* [What to work on]:
Reproduce word for word the lines between those holding "M 542,151 L" and "M 981,451 L", inclusive, and nothing else from the data below.

# # # # # # #

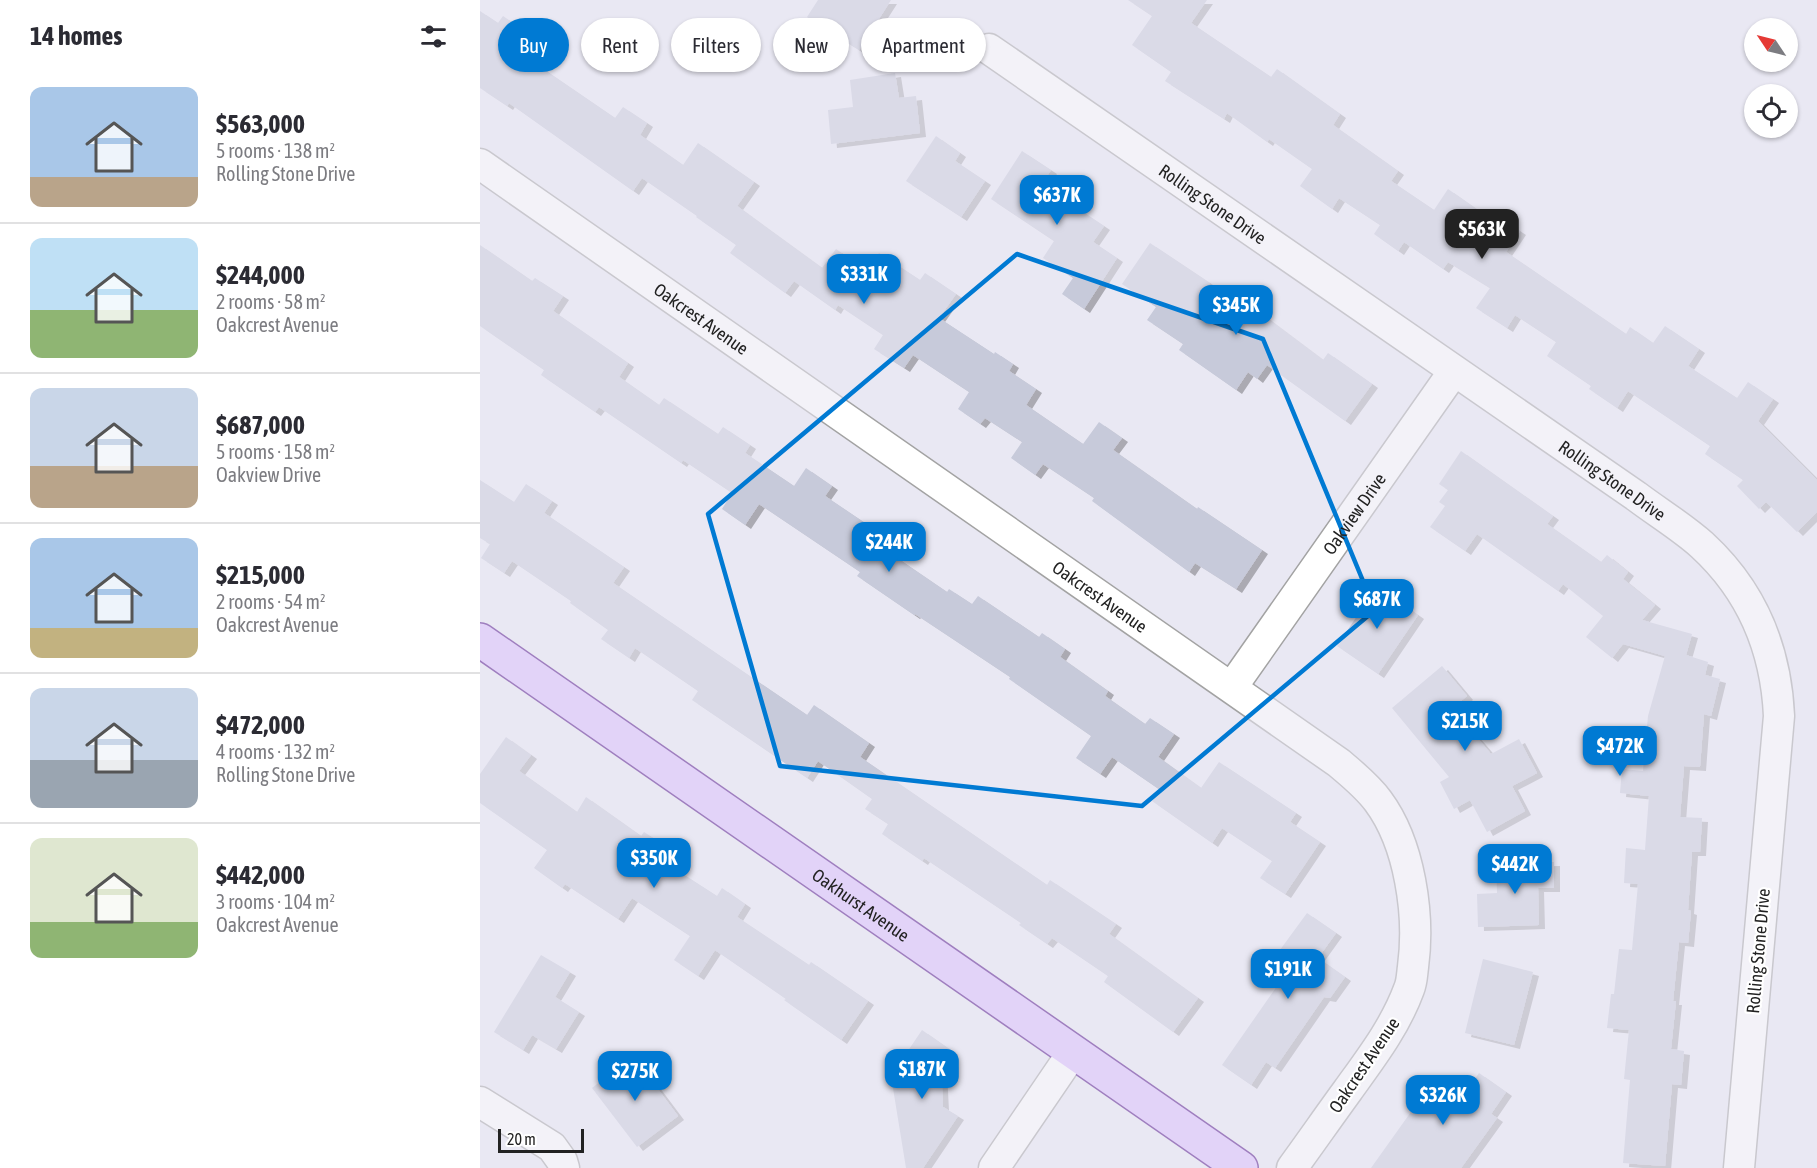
<!DOCTYPE html>
<html lang="en">
<head>
<meta charset="utf-8">
<style>
	body { margin:0; font-family:"Asap Condensed",sans-serif; background:#f2f2f3; color:#2b2b33; height:100vh; display:flex; flex-direction:column; font-size:22px; white-space:nowrap }
	* { box-sizing:border-box; margin:0 }
	p { font-size:20px; color:#7c7c81 }
	.icon { flex:none; width:33px; height:33px; fill:none; stroke:currentColor; stroke-width:2; stroke-linecap:round; stroke-linejoin:round }
	.map { position:relative; flex:1; overflow:hidden }
	.side { display:flex; flex-direction:column; background:#fff; width:480px }
	.side>* { flex:none }
	.hud { position:absolute; left:18px; top:18px; width:570px; height:54px; display:flex; gap:12px }
	.needle { width:39px; rotate:305deg }
	.tools { position:absolute; left:1264px; top:18px; display:grid; gap:12px }
	.tools a { display:grid; place-items:center; width:54px; height:54px; border-radius:50%; background:#fff; box-shadow:0 2px 4px #0004; font-size:30px }
	.scale { position:absolute; left:18px; bottom:15px; width:86px; box-sizing:border-box; padding-left:6px; border:3px solid #222; border-top:0; font-size:16px; line-height:21px; white-space:nowrap; color:#222; -webkit-text-stroke:4px #fff; paint-order:stroke }
	.price { position:absolute; translate:-50% -51px; padding:0 14px; border-radius:12px; background:#007ad3; color:#fff; font-size:20px; line-height:39px; filter:drop-shadow(0 2px 3px #0008) }
	.price::after { content:''; position:absolute; left:50%; top:36px; width:18px; height:14px; margin-left:-9px; background:inherit; clip-path:polygon(0 0,100% 0,50% 100%) }
	.price.selected { background:#222; color:#fff }
	ul { padding:0; list-style:none }
	li { display:flex; align-items:center; gap:18px; height:150px; padding:0 30px }
	li+li { border-top:2px solid #e1e1e2 }
	li span { display:grid; place-items:center; flex:none; width:168px; height:120px; border-radius:12px; color:#555 }
	li>.icon { margin-inline-start:auto }
	span .icon { width:72px; height:72px; fill:#fffc; stroke-width:1 }
	li b { font-size:26px }
	h2 { display:flex; justify-content:space-between; align-items:center; height:72px; padding:0 30px; font-size:26px }
	.tag { padding:0 21px; border-radius:27px; background:#fff; box-shadow:0 2px 4px #0004; font-size:21px; line-height:54px }
	.tag.selected { background:#007ad3; color:#fff }
	main { display:flex; flex:1; min-height:0 }
	.map>svg:first-child { display:block }
</style>
</head>
<body>
<main>
<section class="side">
<h2>14 homes<svg class="icon" aria-label="filters" viewBox="0 0 24 24"><path d="M4 7h16M4 17h16"/><circle cx="9" cy="7" r="2"/><circle cx="15" cy="17" r="2"/></svg></h2>
<ul>
<li><span style="background:linear-gradient(#a9c7e8 75%,#b9a48a 0)"><svg class="icon" aria-label="home" viewBox="0 0 24 24"><path d="M3 11l9-7 9 7M6 9v11h12V9"/></svg></span><div><b>$563,000</b><p>5 rooms · 138 m²</p><p>Rolling Stone Drive</p></div></li>
<li><span style="background:linear-gradient(#bfe0f5 60%,#8fb573 0)"><svg class="icon" aria-label="home" viewBox="0 0 24 24"><path d="M3 11l9-7 9 7M6 9v11h12V9"/></svg></span><div><b>$244,000</b><p>2 rooms · 58 m²</p><p>Oakcrest Avenue</p></div></li>
<li><span style="background:linear-gradient(#c9d6e8 65%,#b9a48a 0)"><svg class="icon" aria-label="home" viewBox="0 0 24 24"><path d="M3 11l9-7 9 7M6 9v11h12V9"/></svg></span><div><b>$687,000</b><p>5 rooms · 158 m²</p><p>Oakview Drive</p></div></li>
<li><span style="background:linear-gradient(#a9c7e8 75%,#c2b280 0)"><svg class="icon" aria-label="home" viewBox="0 0 24 24"><path d="M3 11l9-7 9 7M6 9v11h12V9"/></svg></span><div><b>$215,000</b><p>2 rooms · 54 m²</p><p>Oakcrest Avenue</p></div></li>
<li><span style="background:linear-gradient(#c9d6e8 60%,#9aa5b1 0)"><svg class="icon" aria-label="home" viewBox="0 0 24 24"><path d="M3 11l9-7 9 7M6 9v11h12V9"/></svg></span><div><b>$472,000</b><p>4 rooms · 132 m²</p><p>Rolling Stone Drive</p></div></li>
<li><span style="background:linear-gradient(#dfe7d0 70%,#8fb573 0)"><svg class="icon" aria-label="home" viewBox="0 0 24 24"><path d="M3 11l9-7 9 7M6 9v11h12V9"/></svg></span><div><b>$442,000</b><p>3 rooms · 104 m²</p><p>Oakcrest Avenue</p></div></li>
</ul>
</section>
<div class="map">
<svg width="1337" height="1168" viewBox="0 0 1337 1168">
	<defs>
		<filter id="shadow"><feDropShadow dx="6" dy="4" stdDeviation="0" flood-color="#0004"/></filter>
	</defs>
	<rect width="100%" height="100%" fill="#e9e8f3"/>
	<path fill="#c7cada" filter="url(#shadow)" d="M 338,0 L 411,0 L 379,50 L 327,17 Z
		M 648,0 L 727,0 L 711,23 L 791,77 L 797,69 L 860,114 L 853,125 L 918,171 L 911,181 L 954,210 L 968,189 L 1018,224 L 1022,219 L 1040,231 L 1026,252 L 1146,334 L 1150,327 L 1173,343 L 1185,326 L 1219,349 L 1208,366 L 1257,398 L 1268,382 L 1293,399 L 1278,421 L 1337,480 L 1337,512 L 1317,532 L 1286,502 L 1279,509 L 1257,486 L 1263,480 L 1225,454 L 1230,446 L 1148,391 L 1137,408 L 1109,389 L 1111,386 L 1067,356 L 1076,342 L 1035,315 L 1027,328 L 996,308 L 1010,288 L 968,262 L 963,269 L 924,242 L 918,251 L 894,234 L 900,225 L 859,198 L 852,209 L 820,186 L 832,169 L 789,139 L 787,142 L 747,113 L 744,119 L 685,81 L 691,72 L 652,45 L 672,16 Z
		M 0,11 L 18,23 L 23,16 L 68,47 L 56,64 L 135,118 L 143,107 L 167,123 L 160,135 L 203,165 L 218,143 L 274,182 L 257,206 L 342,268 L 356,249 L 387,270 L 399,253 L 440,280 L 445,273 L 476,294 L 459,318 L 514,354 L 515,352 L 533,364 L 529,371 L 556,389 L 546,405 L 603,444 L 619,422 L 642,438 L 633,450 L 717,509 L 718,507 L 782,550 L 756,589 L 715,563 L 709,572 L 612,501 L 614,498 L 563,464 L 555,475 L 531,458 L 542,442 L 505,418 L 500,424 L 478,409 L 489,392 L 433,355 L 424,368 L 394,349 L 403,335 L 358,305 L 355,310 L 314,281 L 305,293 L 250,253 L 256,245 L 216,217 L 217,216 L 162,178 L 153,191 L 29,103 L 27,106 L 0,88 Z
		M 415,73 L 419,98 L 436,96 L 440,133 L 351,144 L 348,110 L 373,107 L 370,80 Z
		M 456,136 L 480,153 L 475,161 L 505,181 L 481,217 L 426,181 Z
		M 542,151 L 571,170 L 567,176 L 590,191 L 585,200 L 624,226 L 613,242 L 637,258 L 604,309 L 582,294 L 593,278 L 563,258 L 574,241 L 511,199 Z
		M 670,243 L 730,283 L 727,288 L 777,323 L 783,315 L 843,360 L 848,353 L 892,384 L 865,421 L 787,365 L 777,379 L 768,372 L 756,390 L 699,350 L 703,344 L 667,320 L 676,307 L 642,284 Z
		M 0,245 L 52,281 L 55,278 L 83,296 L 73,311 L 148,363 L 139,377 L 179,405 L 184,398 L 238,434 L 243,427 L 270,445 L 265,453 L 314,486 L 326,468 L 352,486 L 345,496 L 391,527 L 385,536 L 467,592 L 469,589 L 492,604 L 498,596 L 559,637 L 562,633 L 585,649 L 580,657 L 628,691 L 625,696 L 665,724 L 670,718 L 694,734 L 678,757 L 721,788 L 739,762 L 816,813 L 810,822 L 840,842 L 805,894 L 780,878 L 792,861 L 742,828 L 732,843 L 672,801 L 680,790 L 632,757 L 620,774 L 596,758 L 611,736 L 529,679 L 530,677 L 435,614 L 434,615 L 377,576 L 380,572 L 279,504 L 265,525 L 242,509 L 252,493 L 203,460 L 201,463 L 119,407 L 115,412 L 61,375 L 64,370 L 0,326 Z
		M 981,451 L 1073,516 L 1067,524 L 1121,562 L 1127,555 L 1148,572 L 1143,579 L 1175,605 L 1162,620 L 1212,634 L 1206,655 L 1228,662 L 1225,675 L 1240,679 L 1231,716 L 1224,714 L 1220,767 L 1204,766 L 1200,817 L 1222,818 L 1220,852 L 1212,852 L 1208,910 L 1211,911 L 1208,943 L 1199,942 L 1193,1001 L 1196,1001 L 1191,1049 L 1204,1051 L 1201,1085 L 1192,1084 L 1185,1166 L 1143,1163 L 1150,1080 L 1144,1079 L 1149,1030 L 1127,1028 L 1131,994 L 1134,994 L 1139,949 L 1152,950 L 1158,884 L 1144,883 L 1146,848 L 1165,850 L 1169,796 L 1140,793 L 1142,769 L 1163,771 L 1168,716 L 1185,656 L 1143,644 L 1132,658 L 1106,637 L 1123,616 L 1083,584 L 1078,591 L 997,534 L 985,551 L 950,527 L 965,506 L 959,502 L 968,490 L 959,484 Z
		M 0,480 L 34,502 L 46,484 L 72,501 L 64,513 L 144,567 L 133,583 L 327,715 L 334,705 L 389,743 L 380,757 L 567,885 L 570,880 L 636,924 L 629,934 L 718,998 L 693,1032 L 624,982 L 628,976 L 572,938 L 567,944 L 539,925 L 541,923 L 444,858 L 442,861 L 402,834 L 408,824 L 385,809 L 392,799 L 338,761 L 327,778 L 212,700 L 218,691 L 155,648 L 149,658 L 121,639 L 128,630 L 90,603 L 91,601 L 32,561 L 24,573 L 1,558 L 10,544 L 0,538 Z
		M 897,586 L 938,615 L 898,674 L 857,646 Z
		M 962,666 L 987,696 L 972,708 L 1011,754 L 1039,739 L 1057,773 L 1032,786 L 1045,811 L 1007,832 L 990,800 L 974,809 L 960,782 L 969,777 L 912,708 Z
		M 26,737 L 51,755 L 39,771 L 97,812 L 106,797 L 161,836 L 164,832 L 186,846 L 178,858 L 237,896 L 242,888 L 265,904 L 257,917 L 329,965 L 331,962 L 388,1001 L 361,1040 L 304,1000 L 306,999 L 235,950 L 218,976 L 194,960 L 210,936 L 152,898 L 138,919 L 85,884 L 82,888 L 54,868 L 67,850 L 0,803 L 0,774 Z
		M 1074,862 L 1074,888 L 1058,888 L 1059,925 L 998,927 L 997,894 L 1017,893 L 1016,863 Z
		M 827,913 L 856,933 L 838,958 L 865,977 L 850,998 L 844,997 L 795,1068 L 786,1062 L 771,1085 L 742,1065 L 804,976 L 789,965 Z
		M 61,955 L 90,972 L 75,997 L 99,1012 L 76,1049 L 52,1035 L 43,1050 L 14,1032 Z
		M 1003,959 L 1053,972 L 1034,1045 L 985,1033 Z
		M 442,1030 L 472,1051 L 461,1067 L 463,1107 L 478,1116 L 443,1168 L 426,1168 L 411,1076 Z
		M 153,1056 L 198,1116 L 157,1147 L 112,1088 Z
		M 999,1073 L 1026,1092 L 1011,1114 L 1017,1118 L 981,1168 L 891,1168 L 933,1109 L 930,1107 L 951,1078 L 967,1090 L 974,1079 L 988,1089 Z"/>
	<g fill="none" stroke-linecap="round" stroke-linejoin="round">
		<g stroke="#a3a3a3" stroke-width="33">
			<g id="street">
				<path id="s1" d="M 509,49 L 1156,496 C 1177,512 1202,527 1222,545 C 1272,591 1296,649 1299,716 L 1259,1168"/>
				<path id="s2" d="M 0,164 L 859,763 C 873,775 887,786 898,801 C 930,844 940,915 933,967 C 932,974 932,982 929,989 C 915,1027 891,1058 868,1090 C 849,1116 831,1142 812,1168"/>
				<path id="s3" d="M 752,687 L 974,371"/>
				<path d="M 0,1102 L 72,1147 L 82,1161 L 84,1168"/>
				<path d="M 514,1168 L 593,1052"/>
			</g>
		</g>
		<g stroke="#450081" stroke-width="36">
			<g id="secondary">
				<path id="s4" d="M 0,640 L 761,1168"/>
			</g>
		</g>
		<use href="#street" stroke="#fff" stroke-width="30"/>
		<use href="#secondary" stroke="#dabaff" stroke-width="33"/>
	</g>
	<path d="M0 0H1337V1168H0ZM 537,254 L 783,339 L 895,610 L 662,806 L 300,766 L 228,514 Z" fill="#e9e8f3" fill-opacity=".55" fill-rule="evenodd"/>
	<path fill="none" stroke="#007ad3" stroke-width="4.5" stroke-linejoin="round" d="M 537,254 L 783,339 L 895,610 L 662,806 L 300,766 L 228,514 Z"/>
	<g text-anchor="middle" dominant-baseline="central" stroke-width="4.5" stroke-linejoin="round" paint-order="stroke">
		<g font-size="18" fill="#222" stroke="#fff">
			<text stroke="none"><textPath href="#s1" startOffset="272">Rolling Stone Drive</textPath></text>
			<text stroke="none"><textPath href="#s2" startOffset="270">Oakcrest Avenue</textPath></text>
			<text stroke="none"><textPath href="#s1" startOffset="758">Rolling Stone Drive</textPath></text>
			<text stroke="none"><textPath href="#s3" startOffset="212">Oakview Drive</textPath></text>
			<text stroke="none"><textPath href="#s2" startOffset="756">Oakcrest Avenue</textPath></text>
			<text stroke="none"><textPath href="#s4" startOffset="464">Oakhurst Avenue</textPath></text>
			<text transform="translate(1278 951) rotate(-85)">Rolling Stone Drive</text>
			<text transform="translate(884 1065) rotate(-56)">Oakcrest Avenue</text>
		</g>
	</g>
</svg>
<div class="tools">
<a><svg class="needle" viewBox="-14 -14 28 28"><path d="M0-13l5 13h-10z" fill="#e53935"/><path d="M0 13l5-13h-10z" fill="#7c7c81"/></svg></a>
<a><svg class="icon" aria-label="locate" viewBox="0 0 24 24"><circle cx="12" cy="12" r="6"/><path d="M12 2v4M12 18v4M2 12h4M18 12h4"/></svg></a>
</div>
<div class="scale">20 m</div>
<b class="price" style="left:577px;top:226px">$637K</b>
<b class="price selected" style="left:1002px;top:260px">$563K</b>
<b class="price" style="left:384px;top:305px">$331K</b>
<b class="price" style="left:756px;top:336px">$345K</b>
<b class="price" style="left:409px;top:573px">$244K</b>
<b class="price" style="left:897px;top:630px">$687K</b>
<b class="price" style="left:985px;top:752px">$215K</b>
<b class="price" style="left:1140px;top:777px">$472K</b>
<b class="price" style="left:174px;top:889px">$350K</b>
<b class="price" style="left:1035px;top:895px">$442K</b>
<b class="price" style="left:808px;top:1000px">$191K</b>
<b class="price" style="left:442px;top:1100px">$187K</b>
<b class="price" style="left:155px;top:1102px">$275K</b>
<b class="price" style="left:963px;top:1126px">$326K</b>
<div class="hud">
<a class="tag selected">Buy</a>
<a class="tag">Rent</a>
<a class="tag">Filters</a>
<a class="tag">New</a>
<a class="tag">Apartment</a>
</div>
</div>
</main>
</body>
</html>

# # # # # # #

* [Task result]:
		M 542,151 L 571,170 L 567,176 L 590,191 L 585,200 L 624,226 L 613,242 L 637,258 L 604,309 L 582,294 L 593,278 L 563,258 L 574,241 L 511,199 Z
		M 670,243 L 730,283 L 727,288 L 777,323 L 783,315 L 843,360 L 848,353 L 892,384 L 865,421 L 787,365 L 777,379 L 768,372 L 756,390 L 699,350 L 703,344 L 667,320 L 676,307 L 642,284 Z
		M 0,245 L 52,281 L 55,278 L 83,296 L 73,311 L 148,363 L 139,377 L 179,405 L 184,398 L 238,434 L 243,427 L 270,445 L 265,453 L 314,486 L 326,468 L 352,486 L 345,496 L 391,527 L 385,536 L 467,592 L 469,589 L 492,604 L 498,596 L 559,637 L 562,633 L 585,649 L 580,657 L 628,691 L 625,696 L 665,724 L 670,718 L 694,734 L 678,757 L 721,788 L 739,762 L 816,813 L 810,822 L 840,842 L 805,894 L 780,878 L 792,861 L 742,828 L 732,843 L 672,801 L 680,790 L 632,757 L 620,774 L 596,758 L 611,736 L 529,679 L 530,677 L 435,614 L 434,615 L 377,576 L 380,572 L 279,504 L 265,525 L 242,509 L 252,493 L 203,460 L 201,463 L 119,407 L 115,412 L 61,375 L 64,370 L 0,326 Z
		M 981,451 L 1073,516 L 1067,524 L 1121,562 L 1127,555 L 1148,572 L 1143,579 L 1175,605 L 1162,620 L 1212,634 L 1206,655 L 1228,662 L 1225,675 L 1240,679 L 1231,716 L 1224,714 L 1220,767 L 1204,766 L 1200,817 L 1222,818 L 1220,852 L 1212,852 L 1208,910 L 1211,911 L 1208,943 L 1199,942 L 1193,1001 L 1196,1001 L 1191,1049 L 1204,1051 L 1201,1085 L 1192,1084 L 1185,1166 L 1143,1163 L 1150,1080 L 1144,1079 L 1149,1030 L 1127,1028 L 1131,994 L 1134,994 L 1139,949 L 1152,950 L 1158,884 L 1144,883 L 1146,848 L 1165,850 L 1169,796 L 1140,793 L 1142,769 L 1163,771 L 1168,716 L 1185,656 L 1143,644 L 1132,658 L 1106,637 L 1123,616 L 1083,584 L 1078,591 L 997,534 L 985,551 L 950,527 L 965,506 L 959,502 L 968,490 L 959,484 Z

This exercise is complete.